CHRISTOPHER STEVENS reviews last night’s TV: Our Girl’s Kabul kit… make-up as thick as a bulletproof vest!
Our Girl (BBC One)
Back in Time for the Corner Shop (BBC Two)
Gone Girl returned to our screens on Tuesday night, but Christopher Stevens was underwhelmed with the episode, giving it two stars
Danny La Rue wore less slap in his drag act than Michelle Keegan does as Army medic Georgie Lane in Our Girl (BBC1) when she goes into action.
The foundation on her face is thicker than a Kevlar bulletproof vest. She even sleeps in full lip gloss and mascara.
Yet the squaddies in her platoon are oblivious of the trouble she goes to with her make-up, or the hours she must spend applying her face. To them, she’s just one of the ‘lumpy jumper’ brigade — women in uniform.
Honestly, they don’t deserve her.
As the show returned for a fifth series, Georgie was in peril. A suicide bomber on the streets of Kabul had targeted her unit’s armoured truck, which was now upside – down. Georgie hung motionless by her webbing straps.
At long last her eyes flickered. She blinked and thank goodness, we saw .. . that her false eyelashes were undamaged. Why Georgie must be such a glamourpuss is a mystery.
Our Girl is to be commended as one of the few primetime dramas with working class characters at its heart.
None of the families has an open-plan kitchen-diner the size of a five-a-side football pitch in this show, or walk-in wardrobes with floor-to-ceiling shoe racks.
Georgie’s home life is strictly Formica worktops and leatherette sofas. You won’t see furnishings like that in well-heeled dramas such as The Nest or The Trouble With Maggie Cole. Toffs are regarded with suspicion in Our Girl.
Officers are all public school ‘Ruperts’: Georgie’s new commanding officer practises his trumpet daily and challenges troops to ‘name that tune’ — usually one plucked from the operas of Verdi.
It’s a cartoon version of the Army, but at least Georgie has grown and changed since the show started in 2013. When we first met her she was naïve and over-eager, always blundering into danger through lack of battlefield experience.
Now she’s an old hand, back in Afghanistan to help oversee training at the £75million Afghan National Army Officer Academy, aka Sandhurst-in-the-Sand. She is also mentoring the new medic, Mimi (Amy-Leigh Hickman), who tries hard but hasn’t really mastered the trick of inch-thick blusher. Mimi has fallen for the platoon’s brainbox, known to all as Prof (Nico Mirallegro) — a history teacher who joined up to escape the pain of a broken heart. Mimi’s got some medicine for that.
Presenter Sara Cox was fondly remembering her working class roots, on Back In Time For The Corner Shop (BBC2). In 1981 when she was seven years old, she said, her gran used to send her to the tobacconist’s with a note, to collect her ciggies.
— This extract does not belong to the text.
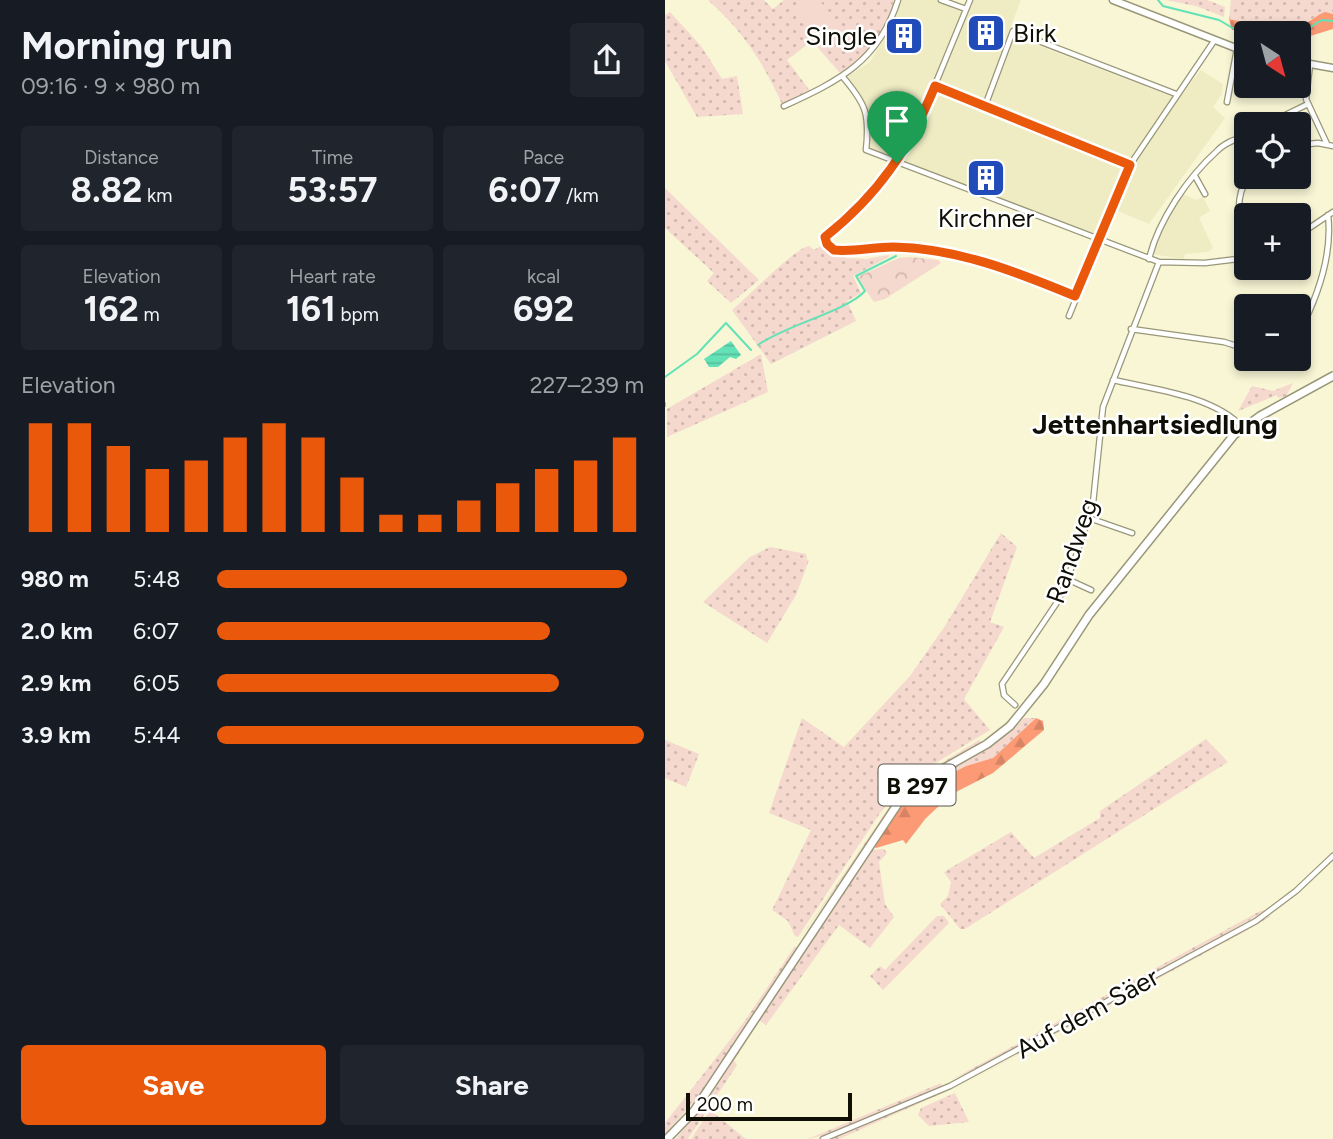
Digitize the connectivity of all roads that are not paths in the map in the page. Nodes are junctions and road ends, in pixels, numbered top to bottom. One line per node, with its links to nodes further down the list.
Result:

I bet she wore clogs and used a bundle of rags for a football, too.
You can’t blame Sara for getting a bit nostalgic, when this episode traded so heavily on the recent past.
The Ardern family running this Sheffield grocery store were whisked back to the Eighties, with Panda colas in the fridge, and Abbey Crunch biscuits on the shelves. Snickers bars were still called Marathons (and tasted better for it).
People had sugar on their cornflakes and sugar in their tea, yet, strangely, were very much less obese. As the years ticked by, the shop began selling phone cards (I’d completely forgotten about those).
The Arderns’ teenage children went to the phone box, to dial the ‘Pop line’ and listen to choices from the charts down the line.
Thirty years later, kids are still listening to music that way…while watching videos on the smartphone screen, too. What a vivid illustration of how fast the world has changed.